Not sure that you're correct in the relative performance of the two - railtrack vs network rail - though the latter is an improved rail (as opposed to financial) organisation. Railtrack was initially run more as a management or financial organisation. It had no in house maintenance and so had to cope with a cartel of contractors who helped costs to spiral upwards out of control. When it was set-up it basically forced out all the people who knew how to run a railway. When it finally added a technical department, it appointed an operations director who had no idea how to run a railway and therefore completely messed up the post-Hatfield situation. The whole privatised structure had a ridiculously complicated regulatory structure that Railtrack had far too mant conflicting controls. It was entirely driven to make a profit, yet the only way Railtrack could make money was by cutting back on maintenance or charging the franchises higher charges - both of which were against the best interests of the railway and its passengers. Therefore it kept coming back to the government for ever increasing amounts of subsidy. After Hatfield, it had just lost over £500m and had just obtained an increased funding of £1.5bn - and still payed out a dividend to its shareholders. It was asking for £1.2bn extra subsidy when it went bust. The company had been reliant on a more or less continuous supply of government money and the amounts just got too much - esp. for a supposedly profit-making company. When it died it owed about £7bn.
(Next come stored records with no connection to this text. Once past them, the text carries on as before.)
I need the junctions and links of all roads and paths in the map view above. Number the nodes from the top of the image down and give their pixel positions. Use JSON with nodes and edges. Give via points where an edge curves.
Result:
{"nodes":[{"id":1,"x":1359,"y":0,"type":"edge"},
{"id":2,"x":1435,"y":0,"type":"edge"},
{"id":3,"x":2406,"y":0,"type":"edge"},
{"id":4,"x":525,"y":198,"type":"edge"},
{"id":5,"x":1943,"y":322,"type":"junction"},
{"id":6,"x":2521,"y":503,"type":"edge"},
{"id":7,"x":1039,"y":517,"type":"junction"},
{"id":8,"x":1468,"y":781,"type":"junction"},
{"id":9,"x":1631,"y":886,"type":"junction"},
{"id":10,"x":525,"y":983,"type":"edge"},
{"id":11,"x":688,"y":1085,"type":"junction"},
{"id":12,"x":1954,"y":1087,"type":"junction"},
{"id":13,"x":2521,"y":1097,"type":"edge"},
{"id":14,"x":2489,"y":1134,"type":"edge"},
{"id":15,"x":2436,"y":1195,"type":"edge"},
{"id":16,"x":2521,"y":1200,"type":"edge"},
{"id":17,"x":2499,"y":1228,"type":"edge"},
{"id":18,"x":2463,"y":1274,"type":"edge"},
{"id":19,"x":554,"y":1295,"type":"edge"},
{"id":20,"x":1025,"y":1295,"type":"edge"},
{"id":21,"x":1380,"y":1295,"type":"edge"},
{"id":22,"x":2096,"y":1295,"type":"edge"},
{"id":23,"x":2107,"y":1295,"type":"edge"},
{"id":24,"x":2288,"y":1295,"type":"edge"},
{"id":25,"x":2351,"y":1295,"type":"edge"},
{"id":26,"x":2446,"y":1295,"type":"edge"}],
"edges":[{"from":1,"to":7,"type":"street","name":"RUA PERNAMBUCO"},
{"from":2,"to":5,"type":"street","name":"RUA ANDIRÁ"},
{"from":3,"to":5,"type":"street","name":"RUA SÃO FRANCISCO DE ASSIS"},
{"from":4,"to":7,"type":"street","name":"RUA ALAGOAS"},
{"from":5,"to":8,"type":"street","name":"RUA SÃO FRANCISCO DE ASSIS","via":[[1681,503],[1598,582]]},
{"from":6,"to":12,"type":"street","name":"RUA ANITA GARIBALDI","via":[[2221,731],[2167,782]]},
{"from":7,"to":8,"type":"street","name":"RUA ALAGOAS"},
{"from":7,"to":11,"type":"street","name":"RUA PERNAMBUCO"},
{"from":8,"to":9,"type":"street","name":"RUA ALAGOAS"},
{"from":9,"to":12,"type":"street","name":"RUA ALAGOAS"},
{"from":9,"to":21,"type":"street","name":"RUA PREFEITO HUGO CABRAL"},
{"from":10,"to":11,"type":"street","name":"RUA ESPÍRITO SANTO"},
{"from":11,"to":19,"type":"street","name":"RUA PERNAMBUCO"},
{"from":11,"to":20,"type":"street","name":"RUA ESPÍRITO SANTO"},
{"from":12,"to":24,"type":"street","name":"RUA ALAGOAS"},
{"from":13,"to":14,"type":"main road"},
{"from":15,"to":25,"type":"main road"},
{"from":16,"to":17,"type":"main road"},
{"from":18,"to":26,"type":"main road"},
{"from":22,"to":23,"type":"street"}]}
When Railtrack was put into administration, it was not renationalised - that would have cost the government £8 a share (average price per share over the previous three years), instead of the £2.80 a share that was the current value at the time (the shareholdres actually got £2.50). The new company Network rail is effectively state-owned so the manner in which it was done was deceitful. However, the railways were sold off cheaply anyway, though anyone buying in in the years running up to the end could justifiably feel hard done by - but they obviously hadn't done much research into the company.

The new company is effectively a nationalised company in all but name and control. It is financed by the treasury (and uses that "guranteed" finance to supposedly raise more onvestment), but is controlled by the regulator. This halfway house means that there is no real control over spending and so the company has recieved far more funding than Railtrack did over an equivalent period. This is leading to improvements in maintenance and engineering and it is making good progress in reaching its infrastructure delays targets and that side of things is improving. The company is likely to underspend this year, but then that was after much largesse anyway. The Railtrack model was ridiculous and the Network Rail model is the worst of both worlds. It would be much better to remove the regulator from the equation and have Network Rail funded by a *guaranteed* (rolling) funding agreement, directly from the treasury. This would allow better planning, tighter financial control and give everyone a clearer idea over what can be aimed for. This was something BR never had and desperately needed and would have made a huge difference in its performance - as it was victim of many short-term funding decision changes as well as a blatant bias towards roads.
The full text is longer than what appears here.